Я перевел беседу на военную обстановку, вспомнил в разговоре о его, Хильгера, Шуленбурга и Кёстринга предостережении против вступления в войну с Советским Союзом. Неужели в руководящих кругах Германии все еще не понимают, какая непоправимая ошибка совершена неспровоцированным военным нападением на Советский Союз? Ведь исход Сталинградской битвы и то, что последовало потом, прежде всего поражение на Курской дуге, — все это, собственно, должно открыть глаза каждому наделенному разумом немцу. Ведь в нашу окончательную победу теперь могут верить только безнадежные глупцы или совершенно отчаявшиеся, лишенные совести люди, готовые ради своих бредовых идей разрушить германское государство. И я с озабоченностью спросил Хильгера, что, по его мнению, следует делать «нашему брату», если русские действительно подойдут к Берлину. Хильгер ответил, что он разделяет мое мнение относительно исхода войны. От обсуждения вопроса, что же тогда следует делать «нашему брату», он уклонился.

В заключение Хильгер дал мне прочесть выдержки из протокола допроса попавшего в немецкий плен раненого сына Сталина, который являлся офицером Красной Армии, а до армии — инженером.
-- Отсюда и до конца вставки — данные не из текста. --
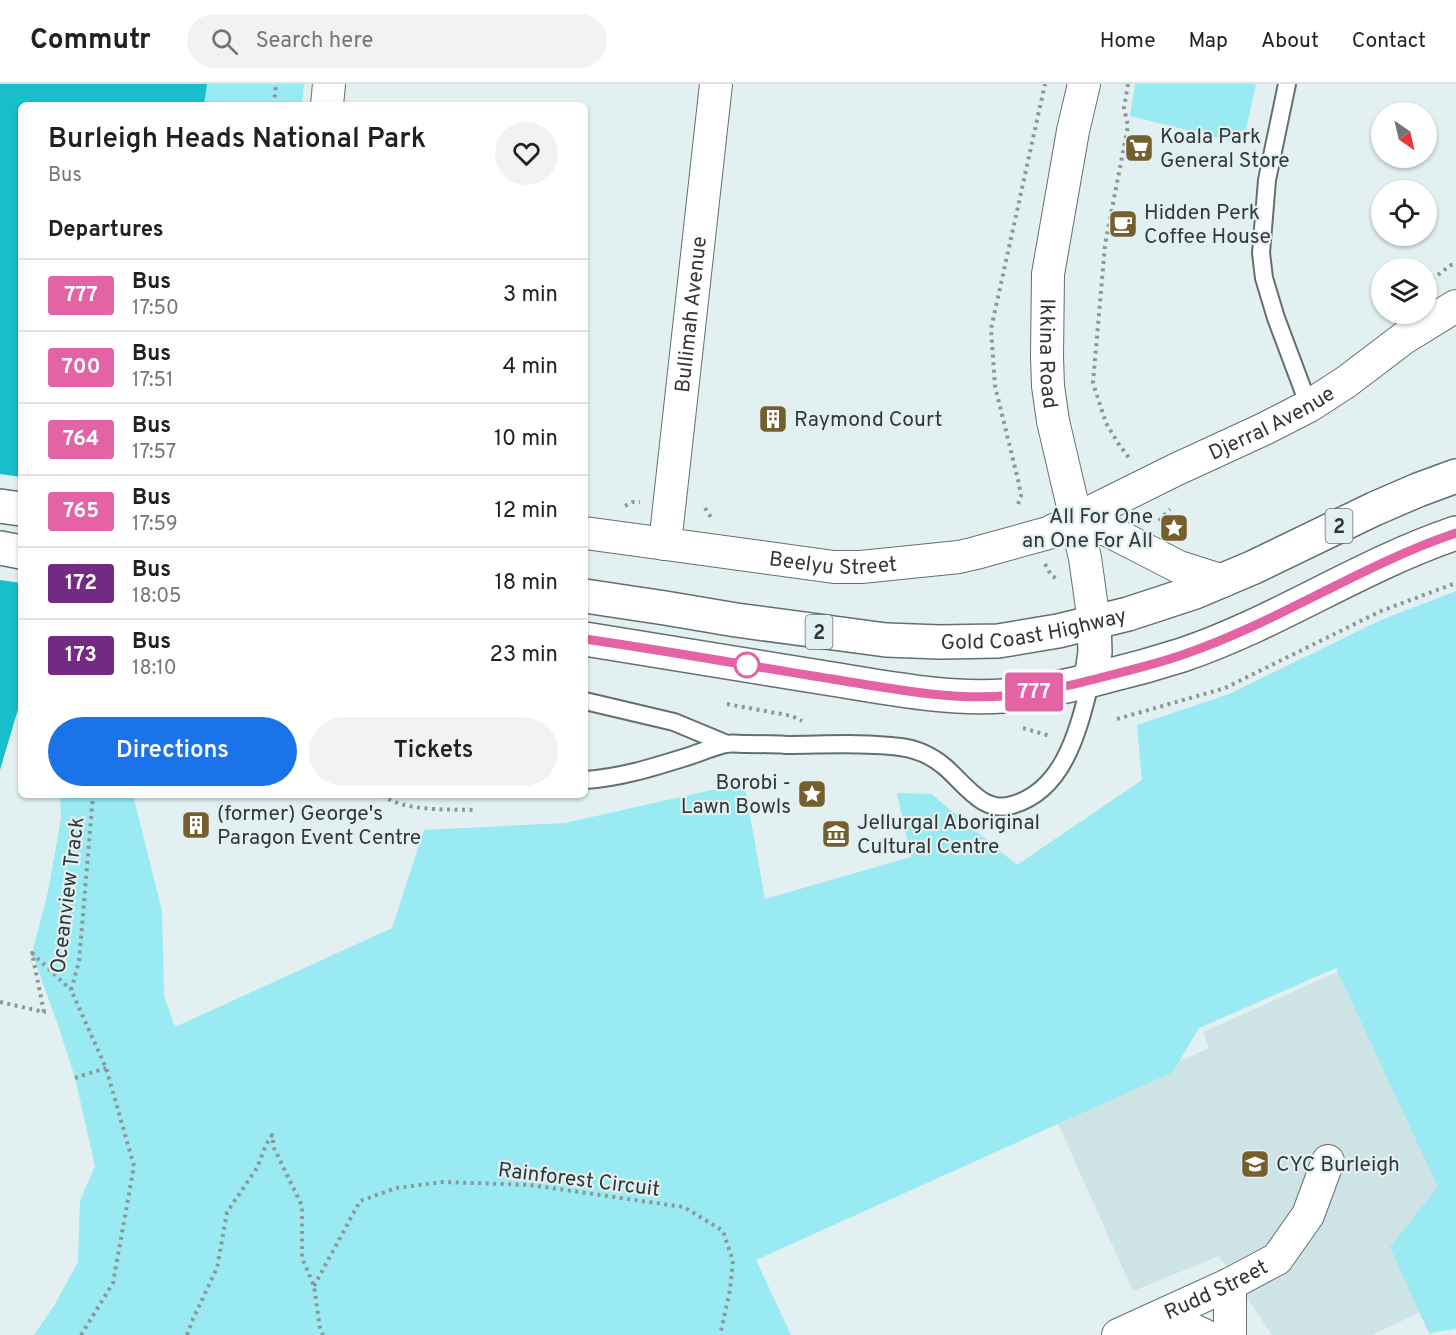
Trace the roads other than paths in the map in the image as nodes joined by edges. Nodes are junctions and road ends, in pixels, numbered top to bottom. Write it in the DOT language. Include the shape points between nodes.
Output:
graph roads {
  1 [pos="329,84"];
  2 [pos="716,84"];
  3 [pos="1084,84"];
  4 [pos="1287,84"];
  5 [pos="327,102"];
  6 [pos="1456,306"];
  7 [pos="1309,406"];
  8 [pos="1456,476"];
  9 [pos="0,506"];
  10 [pos="18,509"];
  11 [pos="1076,519"];
  12 [pos="588,533"];
  13 [pos="1456,533"];
  14 [pos="664,544"];
  15 [pos="0,548"];
  16 [pos="18,551"];
  17 [pos="1223,581"];
  18 [pos="588,596"];
  19 [pos="1094,622"];
  20 [pos="588,639"];
  21 [pos="1091,680"];
  22 [pos="588,702"];
  23 [pos="727,744"];
  24 [pos="588,780"];
  25 [pos="1328,1161"];
  26 [pos="1230,1284"];
  27 [pos="1149,1322"];
  28 [pos="1118,1335"];
  29 [pos="1204,1335"];
  30 [pos="1230,1335"];
  1 -- 5 [label="street"];
  2 -- 14 [label="street, Bullimah Avenue"];
  3 -- 11 [label="street, Ikkina Road" via="1048,274 1048,386"];
  4 -- 7 [label="lane" via="1267,180 1261,253 1276,318"];
  6 -- 7 [label="street, Djerral Avenue"];
  7 -- 11 [label="street, Djerral Avenue"];
  8 -- 17 [label="highway, Gold Coast Highway / 2" via="1374,509"];
  9 -- 10 [label="highway"];
  11 -- 14 [label="street, Beelyu Street" via="1048,533 976,553 861,567 834,567"];
  11 -- 17 [label="street" via="1109,531 1179,567"];
  11 -- 19 [label="street, Ikkina Road"];
  12 -- 14 [label="street, Beelyu Street"];
  13 -- 21 [label="highway, 2" via="1424,543 1226,638 1182,655"];
  15 -- 16 [label="highway"];
  17 -- 19 [label="highway, Gold Coast Highway / 2"];
  18 -- 19 [label="highway, Gold Coast Highway / 2" via="886,640 998,641"];
  19 -- 21 [label="highway"];
  20 -- 21 [label="highway, 2" via="900,690 974,697 1066,687"];
  21 -- 23 [label="lane" via="1078,729 1065,758 1045,786 1012,806 988,805 945,767 915,750 857,745"];
  22 -- 23 [label="lane" via="674,722"];
  23 -- 24 [label="lane" via="626,774"];
  25 -- 26 [label="street, Rudd Street" via="1308,1215 1277,1259"];
  26 -- 27 [label="street, Rudd Street"];
  26 -- 30 [label="street"];
  27 -- 28 [label="street, Rudd Street"];
  27 -- 29 [label="street"];
}
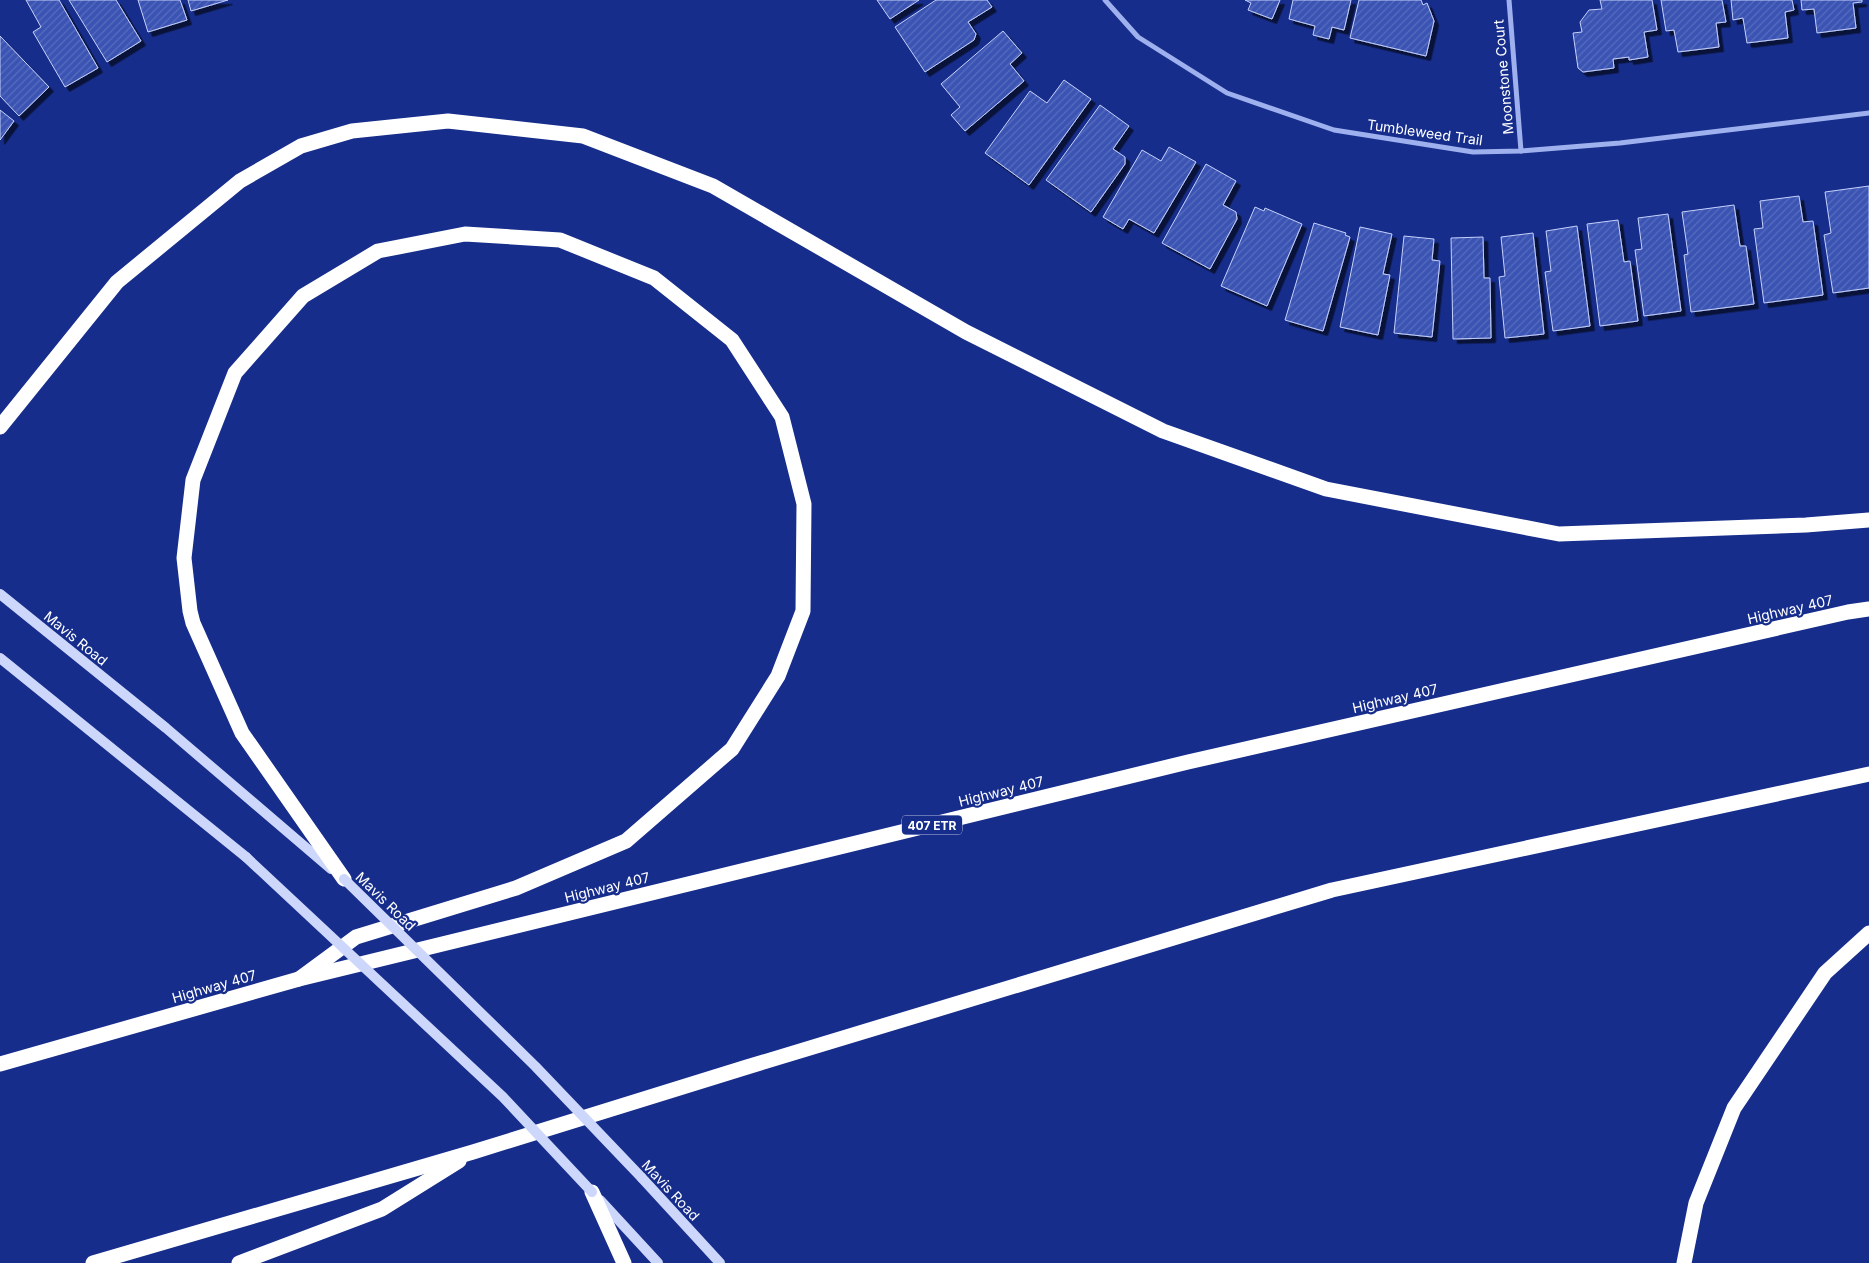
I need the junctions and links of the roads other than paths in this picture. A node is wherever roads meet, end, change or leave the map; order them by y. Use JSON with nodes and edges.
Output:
{"nodes":[{"id":1,"x":1105,"y":0,"type":"edge"},
{"id":2,"x":1508,"y":0,"type":"edge"},
{"id":3,"x":1869,"y":112,"type":"edge"},
{"id":4,"x":1521,"y":152,"type":"junction"},
{"id":5,"x":0,"y":427,"type":"edge"},
{"id":6,"x":1869,"y":520,"type":"edge"},
{"id":7,"x":0,"y":594,"type":"edge"},
{"id":8,"x":1869,"y":609,"type":"edge"},
{"id":9,"x":0,"y":658,"type":"edge"},
{"id":10,"x":1869,"y":774,"type":"edge"},
{"id":11,"x":344,"y":879,"type":"junction"},
{"id":12,"x":1869,"y":933,"type":"edge"},
{"id":13,"x":299,"y":979,"type":"junction"},
{"id":14,"x":0,"y":1064,"type":"edge"},
{"id":15,"x":473,"y":1152,"type":"junction"},
{"id":16,"x":592,"y":1192,"type":"junction"},
{"id":17,"x":92,"y":1263,"type":"edge"},
{"id":18,"x":239,"y":1263,"type":"edge"},
{"id":19,"x":624,"y":1263,"type":"edge"},
{"id":20,"x":658,"y":1263,"type":"edge"},
{"id":21,"x":720,"y":1263,"type":"edge"},
{"id":22,"x":1684,"y":1263,"type":"edge"}],
"edges":[{"from":1,"to":4,"type":"street","name":"Tumbleweed Trail"},
{"from":2,"to":4,"type":"street","name":"Moonstone Court"},
{"from":3,"to":4,"type":"street","name":"Tumbleweed Trail"},
{"from":5,"to":6,"type":"highway"},
{"from":7,"to":11,"type":"main road","name":"Mavis Road"},
{"from":8,"to":13,"type":"highway","name":"Highway 407","number":"407 ETR"},
{"from":9,"to":16,"type":"main road","bridge":true},
{"from":10,"to":15,"type":"highway"},
{"from":11,"to":13,"type":"highway"},
{"from":11,"to":21,"type":"main road","name":"Mavis Road","bridge":true},
{"from":12,"to":22,"type":"highway"},
{"from":13,"to":14,"type":"highway","name":"Highway 407","number":"407 ETR"},
{"from":15,"to":17,"type":"highway"},
{"from":15,"to":18,"type":"highway"},
{"from":16,"to":19,"type":"highway"},
{"from":16,"to":20,"type":"main road"}]}
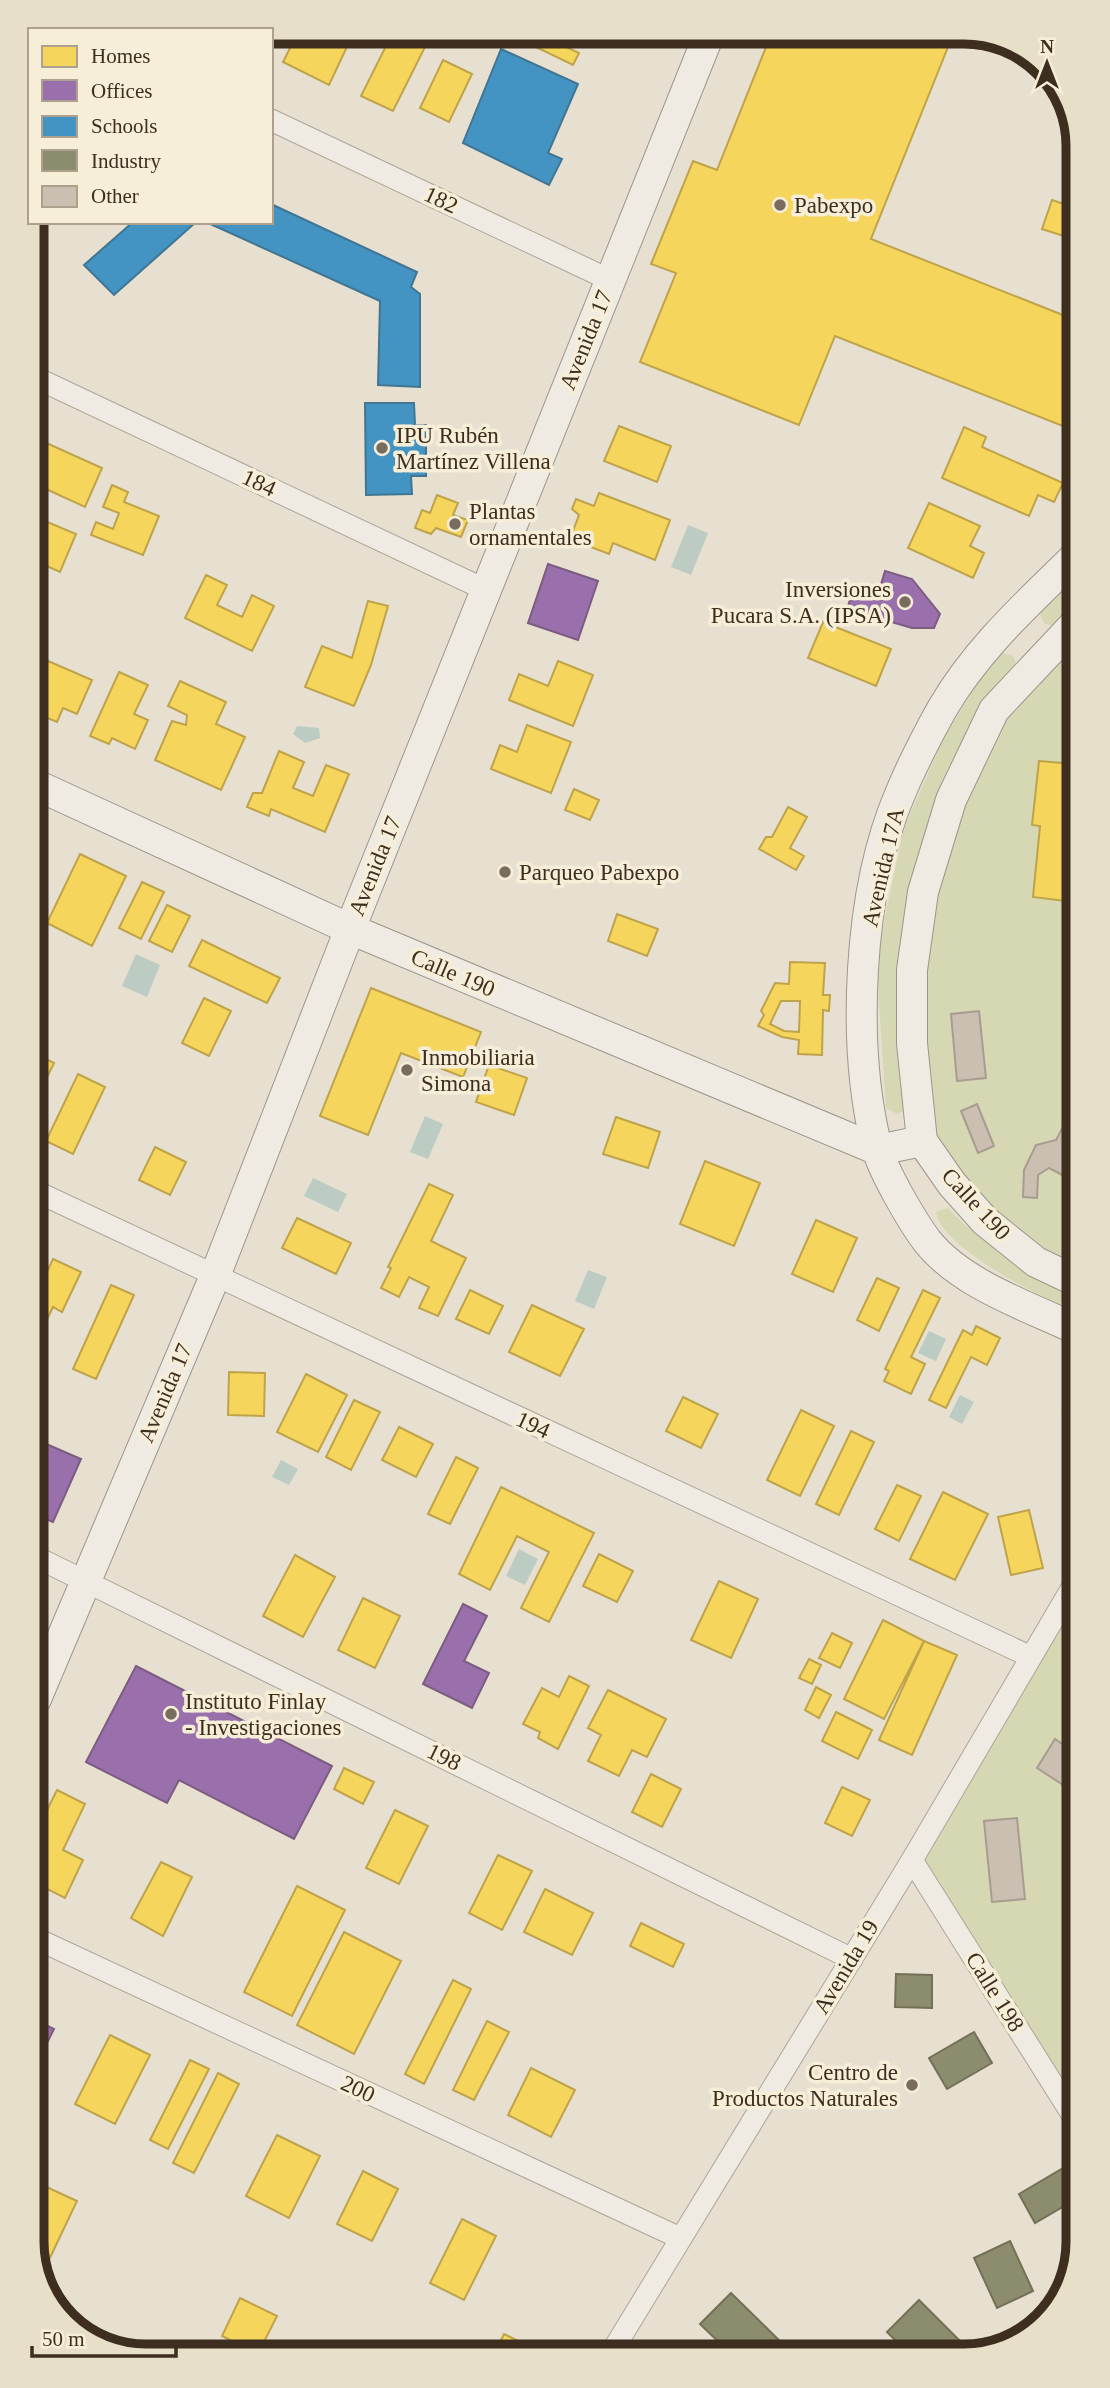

Когда сына Сталина спросили, кто, по его мнению, одержит победу в этой войне, он не оставил ни малейшего сомнения в своем твердом убеждении, что победителем будет Советский Союз. Судя по всему, нацистское руководство намеревалось использовать сына Сталина в своей пропаганде против Советского Союза. Но из этого ничего не получилось, так как сын Сталина до конца непоколебимо верил в победу народов СССР над гитлеровской Германией. Он был убит в концлагере Заксенхаузен.

Мы расстались с Хильгером друзьями, он взял с меня обещание еще раз заглянуть к нему.